今後の活躍に期待 駅伝の今西・山村両選手

 駅伝の盛んな西諸地区で、実力と人気者だった今西駿介・山村凱斗の両選手の第二の人生が始まることになった。二人は高原小からの幼な友だちで、今西は走ることにかけ、山村は野球から始まったが、中学時代長距離が速くよく駅伝部にかつぎだされた。その後、二人は小林高駅伝部に入り、他の名走者と走り続けた。今西は一年から正選手で三年連続都大路を走った。二年生のとき三区を任され二十二人を抜いて日本選手区間一位は記憶に残っている。

 山村も二度走りチームの入賞に貢献した。その後、今西は東洋大へ、山村は山梨学院大へと夢をもって進学。「西諸の星」は夢と希望をもって全国級の選手と走り続けた。しかし大学のトラックは厳しく今西は二年生で正選手に入ったが、箱根駅伝六区で苦戦。でも粘りと根性で三、四年生時も六区で区間二位。今年は区間新で走った。
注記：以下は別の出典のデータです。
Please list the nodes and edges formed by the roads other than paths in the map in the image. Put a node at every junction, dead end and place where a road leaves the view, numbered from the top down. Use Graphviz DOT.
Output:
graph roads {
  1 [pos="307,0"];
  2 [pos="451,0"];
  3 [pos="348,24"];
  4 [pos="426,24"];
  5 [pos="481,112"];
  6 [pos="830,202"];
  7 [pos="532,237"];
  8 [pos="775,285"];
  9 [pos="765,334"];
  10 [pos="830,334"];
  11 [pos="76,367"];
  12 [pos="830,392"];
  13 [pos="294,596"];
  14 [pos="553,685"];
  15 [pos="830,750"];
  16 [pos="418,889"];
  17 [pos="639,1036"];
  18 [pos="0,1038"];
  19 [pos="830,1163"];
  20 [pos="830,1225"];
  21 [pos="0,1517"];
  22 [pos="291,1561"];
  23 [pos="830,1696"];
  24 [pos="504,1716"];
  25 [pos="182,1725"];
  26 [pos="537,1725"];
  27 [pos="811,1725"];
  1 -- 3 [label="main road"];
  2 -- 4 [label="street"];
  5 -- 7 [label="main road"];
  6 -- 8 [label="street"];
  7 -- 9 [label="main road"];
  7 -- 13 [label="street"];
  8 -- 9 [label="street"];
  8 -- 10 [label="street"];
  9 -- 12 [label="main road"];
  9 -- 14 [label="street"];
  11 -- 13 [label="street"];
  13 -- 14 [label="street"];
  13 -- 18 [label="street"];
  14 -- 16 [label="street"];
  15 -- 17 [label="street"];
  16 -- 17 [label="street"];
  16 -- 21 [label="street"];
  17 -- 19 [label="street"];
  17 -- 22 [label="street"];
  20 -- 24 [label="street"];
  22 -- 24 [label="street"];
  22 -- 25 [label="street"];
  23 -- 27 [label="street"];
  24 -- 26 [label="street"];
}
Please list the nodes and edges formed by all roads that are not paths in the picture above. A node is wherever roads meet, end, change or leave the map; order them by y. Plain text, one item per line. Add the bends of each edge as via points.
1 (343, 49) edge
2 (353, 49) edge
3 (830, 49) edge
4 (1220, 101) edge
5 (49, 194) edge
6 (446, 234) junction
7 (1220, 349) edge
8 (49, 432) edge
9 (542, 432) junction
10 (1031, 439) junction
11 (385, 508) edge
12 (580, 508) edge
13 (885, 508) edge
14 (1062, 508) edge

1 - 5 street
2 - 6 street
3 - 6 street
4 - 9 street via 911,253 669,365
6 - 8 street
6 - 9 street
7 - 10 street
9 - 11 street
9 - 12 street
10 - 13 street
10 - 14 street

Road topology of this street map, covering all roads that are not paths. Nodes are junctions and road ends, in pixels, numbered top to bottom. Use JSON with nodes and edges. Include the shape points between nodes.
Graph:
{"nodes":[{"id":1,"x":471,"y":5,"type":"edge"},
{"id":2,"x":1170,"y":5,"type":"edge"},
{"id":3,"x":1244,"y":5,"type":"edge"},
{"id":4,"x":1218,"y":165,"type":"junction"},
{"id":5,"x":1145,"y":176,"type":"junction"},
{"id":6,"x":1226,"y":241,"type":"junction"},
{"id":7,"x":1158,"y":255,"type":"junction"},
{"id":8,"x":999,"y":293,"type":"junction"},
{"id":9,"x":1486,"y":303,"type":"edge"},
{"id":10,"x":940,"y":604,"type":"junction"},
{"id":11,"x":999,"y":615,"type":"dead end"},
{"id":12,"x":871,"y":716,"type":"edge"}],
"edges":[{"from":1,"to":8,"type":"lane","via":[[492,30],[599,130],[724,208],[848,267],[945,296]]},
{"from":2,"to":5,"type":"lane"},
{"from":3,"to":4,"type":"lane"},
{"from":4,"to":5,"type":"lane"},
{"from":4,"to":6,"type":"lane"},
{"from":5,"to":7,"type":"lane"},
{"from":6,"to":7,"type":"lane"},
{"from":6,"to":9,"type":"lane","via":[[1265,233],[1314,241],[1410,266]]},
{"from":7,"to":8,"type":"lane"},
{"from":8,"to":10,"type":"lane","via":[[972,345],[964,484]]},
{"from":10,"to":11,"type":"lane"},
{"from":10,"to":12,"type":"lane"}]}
そして春からトヨタ九州に入社して実業団のエースを目指すことが決定した。

 

 山村は冷たいトラックが続きなかなか正選手の道は険しい歳月だった。歯を食いしばった練習も一万㍍も二十九分を切ることもなく、公式戦での出番はなくこの一年はマネージャーで卒業することになり、東京の一般企業に就職する。二人の友情はあつく、常に情報交換して会ったりしていたが、社会人として第二の人生で走ることになった。